To do: Transcribe exactly the portion of the listing below that runs from the line containing "I need the junctions" through its last line.

Provided data:
- Opening Delimiter -

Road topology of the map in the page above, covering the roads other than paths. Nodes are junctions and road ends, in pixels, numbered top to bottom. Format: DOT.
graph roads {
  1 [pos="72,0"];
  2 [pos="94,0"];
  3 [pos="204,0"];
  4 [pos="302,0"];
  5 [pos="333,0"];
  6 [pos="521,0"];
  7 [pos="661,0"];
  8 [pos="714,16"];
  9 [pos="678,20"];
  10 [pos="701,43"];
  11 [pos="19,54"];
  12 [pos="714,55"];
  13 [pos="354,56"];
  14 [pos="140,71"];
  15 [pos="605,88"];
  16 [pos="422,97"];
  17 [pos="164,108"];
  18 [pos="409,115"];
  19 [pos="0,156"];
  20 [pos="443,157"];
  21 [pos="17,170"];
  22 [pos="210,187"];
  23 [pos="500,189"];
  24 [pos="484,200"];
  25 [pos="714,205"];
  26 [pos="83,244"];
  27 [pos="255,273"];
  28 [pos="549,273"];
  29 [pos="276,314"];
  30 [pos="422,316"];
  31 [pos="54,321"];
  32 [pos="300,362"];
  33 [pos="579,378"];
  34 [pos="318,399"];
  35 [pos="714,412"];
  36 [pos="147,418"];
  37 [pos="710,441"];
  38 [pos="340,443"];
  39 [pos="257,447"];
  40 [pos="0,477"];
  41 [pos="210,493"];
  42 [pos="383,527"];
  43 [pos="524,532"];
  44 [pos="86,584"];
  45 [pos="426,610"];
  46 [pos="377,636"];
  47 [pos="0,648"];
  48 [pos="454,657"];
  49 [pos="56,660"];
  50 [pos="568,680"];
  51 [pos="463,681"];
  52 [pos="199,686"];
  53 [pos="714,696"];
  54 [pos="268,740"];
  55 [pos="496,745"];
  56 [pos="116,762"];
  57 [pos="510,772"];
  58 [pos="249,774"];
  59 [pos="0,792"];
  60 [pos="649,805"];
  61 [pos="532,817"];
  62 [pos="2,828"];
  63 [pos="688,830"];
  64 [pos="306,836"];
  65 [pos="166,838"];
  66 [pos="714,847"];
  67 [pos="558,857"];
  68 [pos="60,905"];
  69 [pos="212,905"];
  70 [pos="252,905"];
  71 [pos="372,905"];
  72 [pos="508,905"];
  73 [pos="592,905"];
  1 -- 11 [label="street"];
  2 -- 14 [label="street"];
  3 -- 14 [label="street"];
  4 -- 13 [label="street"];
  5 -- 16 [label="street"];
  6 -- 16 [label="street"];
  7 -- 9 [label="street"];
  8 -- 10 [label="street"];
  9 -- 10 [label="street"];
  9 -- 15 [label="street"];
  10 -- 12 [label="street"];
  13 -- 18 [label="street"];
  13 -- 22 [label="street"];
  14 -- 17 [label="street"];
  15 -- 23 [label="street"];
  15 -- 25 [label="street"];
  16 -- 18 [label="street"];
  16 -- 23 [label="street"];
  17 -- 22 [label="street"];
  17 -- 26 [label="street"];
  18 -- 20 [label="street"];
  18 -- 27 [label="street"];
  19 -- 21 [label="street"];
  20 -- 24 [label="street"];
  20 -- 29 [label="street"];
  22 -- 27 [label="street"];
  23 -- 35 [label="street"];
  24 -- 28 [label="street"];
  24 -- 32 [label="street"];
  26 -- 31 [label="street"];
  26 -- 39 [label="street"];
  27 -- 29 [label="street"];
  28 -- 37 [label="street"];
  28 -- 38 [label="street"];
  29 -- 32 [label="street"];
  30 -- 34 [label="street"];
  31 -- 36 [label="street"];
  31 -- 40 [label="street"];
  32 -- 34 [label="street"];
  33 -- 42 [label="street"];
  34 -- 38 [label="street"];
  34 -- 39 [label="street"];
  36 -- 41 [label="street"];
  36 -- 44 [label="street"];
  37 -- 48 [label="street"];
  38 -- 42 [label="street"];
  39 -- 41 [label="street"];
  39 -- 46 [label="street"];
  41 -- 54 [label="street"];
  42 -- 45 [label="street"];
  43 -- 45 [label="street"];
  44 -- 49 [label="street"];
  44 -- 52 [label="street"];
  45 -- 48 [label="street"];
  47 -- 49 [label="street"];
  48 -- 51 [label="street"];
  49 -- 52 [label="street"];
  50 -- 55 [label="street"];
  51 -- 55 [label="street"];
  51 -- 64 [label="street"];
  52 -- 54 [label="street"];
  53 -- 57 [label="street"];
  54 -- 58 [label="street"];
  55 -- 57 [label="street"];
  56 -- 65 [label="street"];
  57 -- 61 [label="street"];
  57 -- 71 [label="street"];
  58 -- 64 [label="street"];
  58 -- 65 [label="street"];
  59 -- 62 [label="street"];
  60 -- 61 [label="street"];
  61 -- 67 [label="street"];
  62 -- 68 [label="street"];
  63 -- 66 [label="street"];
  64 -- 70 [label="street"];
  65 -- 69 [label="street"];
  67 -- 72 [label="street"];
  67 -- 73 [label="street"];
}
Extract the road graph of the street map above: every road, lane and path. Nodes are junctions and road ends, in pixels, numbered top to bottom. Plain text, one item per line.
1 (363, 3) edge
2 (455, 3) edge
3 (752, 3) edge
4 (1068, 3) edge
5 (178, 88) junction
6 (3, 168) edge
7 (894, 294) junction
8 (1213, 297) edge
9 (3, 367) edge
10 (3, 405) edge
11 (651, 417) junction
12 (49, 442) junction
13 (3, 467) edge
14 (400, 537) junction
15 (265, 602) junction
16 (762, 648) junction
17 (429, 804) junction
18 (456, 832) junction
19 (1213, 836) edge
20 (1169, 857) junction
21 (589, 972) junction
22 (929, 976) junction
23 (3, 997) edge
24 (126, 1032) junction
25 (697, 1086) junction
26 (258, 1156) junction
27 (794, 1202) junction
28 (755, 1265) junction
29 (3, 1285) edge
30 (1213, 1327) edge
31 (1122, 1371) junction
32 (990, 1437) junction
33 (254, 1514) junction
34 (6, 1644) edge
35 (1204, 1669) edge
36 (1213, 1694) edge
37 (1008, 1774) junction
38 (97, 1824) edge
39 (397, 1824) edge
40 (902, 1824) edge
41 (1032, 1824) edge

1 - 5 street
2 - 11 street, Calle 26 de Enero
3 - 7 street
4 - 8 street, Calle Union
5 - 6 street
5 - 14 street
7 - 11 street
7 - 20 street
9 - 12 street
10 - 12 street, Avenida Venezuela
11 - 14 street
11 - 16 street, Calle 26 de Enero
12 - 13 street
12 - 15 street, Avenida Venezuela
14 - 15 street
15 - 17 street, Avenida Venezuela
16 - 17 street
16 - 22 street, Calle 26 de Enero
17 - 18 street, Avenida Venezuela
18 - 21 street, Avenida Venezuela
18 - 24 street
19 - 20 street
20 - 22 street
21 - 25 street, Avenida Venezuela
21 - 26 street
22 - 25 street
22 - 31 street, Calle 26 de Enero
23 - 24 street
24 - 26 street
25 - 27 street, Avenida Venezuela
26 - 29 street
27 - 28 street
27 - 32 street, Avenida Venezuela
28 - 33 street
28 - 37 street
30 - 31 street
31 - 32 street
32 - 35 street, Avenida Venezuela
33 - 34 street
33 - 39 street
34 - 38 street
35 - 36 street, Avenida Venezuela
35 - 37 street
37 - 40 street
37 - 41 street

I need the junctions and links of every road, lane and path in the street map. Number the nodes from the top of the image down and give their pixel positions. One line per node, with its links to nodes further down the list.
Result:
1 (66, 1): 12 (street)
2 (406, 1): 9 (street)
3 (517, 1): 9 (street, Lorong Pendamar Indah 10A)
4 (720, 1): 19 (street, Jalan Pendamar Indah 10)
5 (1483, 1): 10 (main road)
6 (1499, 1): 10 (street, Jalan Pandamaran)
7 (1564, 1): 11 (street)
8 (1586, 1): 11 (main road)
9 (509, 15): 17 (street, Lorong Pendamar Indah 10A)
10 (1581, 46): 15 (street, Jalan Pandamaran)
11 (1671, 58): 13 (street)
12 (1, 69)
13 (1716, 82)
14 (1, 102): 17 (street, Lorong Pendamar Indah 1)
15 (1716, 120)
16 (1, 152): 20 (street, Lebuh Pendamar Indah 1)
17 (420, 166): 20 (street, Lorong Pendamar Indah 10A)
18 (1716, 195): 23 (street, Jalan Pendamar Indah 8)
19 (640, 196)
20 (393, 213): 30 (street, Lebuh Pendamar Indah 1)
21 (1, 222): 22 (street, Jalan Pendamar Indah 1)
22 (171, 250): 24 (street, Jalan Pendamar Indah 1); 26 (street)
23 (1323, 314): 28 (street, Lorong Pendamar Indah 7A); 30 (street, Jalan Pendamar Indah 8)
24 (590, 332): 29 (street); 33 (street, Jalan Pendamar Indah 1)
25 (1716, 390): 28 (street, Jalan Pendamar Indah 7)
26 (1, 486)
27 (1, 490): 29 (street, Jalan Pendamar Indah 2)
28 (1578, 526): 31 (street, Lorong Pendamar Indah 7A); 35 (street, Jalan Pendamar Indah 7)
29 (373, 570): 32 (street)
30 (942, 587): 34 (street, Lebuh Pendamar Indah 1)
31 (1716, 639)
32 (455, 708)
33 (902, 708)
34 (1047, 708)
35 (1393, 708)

- Closing Delimiter -

Solution to this exercise:
I need the junctions and links of every road, lane and path in the street map. Number the nodes from the top of the image down and give their pixel positions. One line per node, with its links to nodes further down the list.
Result:
1 (66, 1): 12 (street)
2 (406, 1): 9 (street)
3 (517, 1): 9 (street, Lorong Pendamar Indah 10A)
4 (720, 1): 19 (street, Jalan Pendamar Indah 10)
5 (1483, 1): 10 (main road)
6 (1499, 1): 10 (street, Jalan Pandamaran)
7 (1564, 1): 11 (street)
8 (1586, 1): 11 (main road)
9 (509, 15): 17 (street, Lorong Pendamar Indah 10A)
10 (1581, 46): 15 (street, Jalan Pandamaran)
11 (1671, 58): 13 (street)
12 (1, 69)
13 (1716, 82)
14 (1, 102): 17 (street, Lorong Pendamar Indah 1)
15 (1716, 120)
16 (1, 152): 20 (street, Lebuh Pendamar Indah 1)
17 (420, 166): 20 (street, Lorong Pendamar Indah 10A)
18 (1716, 195): 23 (street, Jalan Pendamar Indah 8)
19 (640, 196)
20 (393, 213): 30 (street, Lebuh Pendamar Indah 1)
21 (1, 222): 22 (street, Jalan Pendamar Indah 1)
22 (171, 250): 24 (street, Jalan Pendamar Indah 1); 26 (street)
23 (1323, 314): 28 (street, Lorong Pendamar Indah 7A); 30 (street, Jalan Pendamar Indah 8)
24 (590, 332): 29 (street); 33 (street, Jalan Pendamar Indah 1)
25 (1716, 390): 28 (street, Jalan Pendamar Indah 7)
26 (1, 486)
27 (1, 490): 29 (street, Jalan Pendamar Indah 2)
28 (1578, 526): 31 (street, Lorong Pendamar Indah 7A); 35 (street, Jalan Pendamar Indah 7)
29 (373, 570): 32 (street)
30 (942, 587): 34 (street, Lebuh Pendamar Indah 1)
31 (1716, 639)
32 (455, 708)
33 (902, 708)
34 (1047, 708)
35 (1393, 708)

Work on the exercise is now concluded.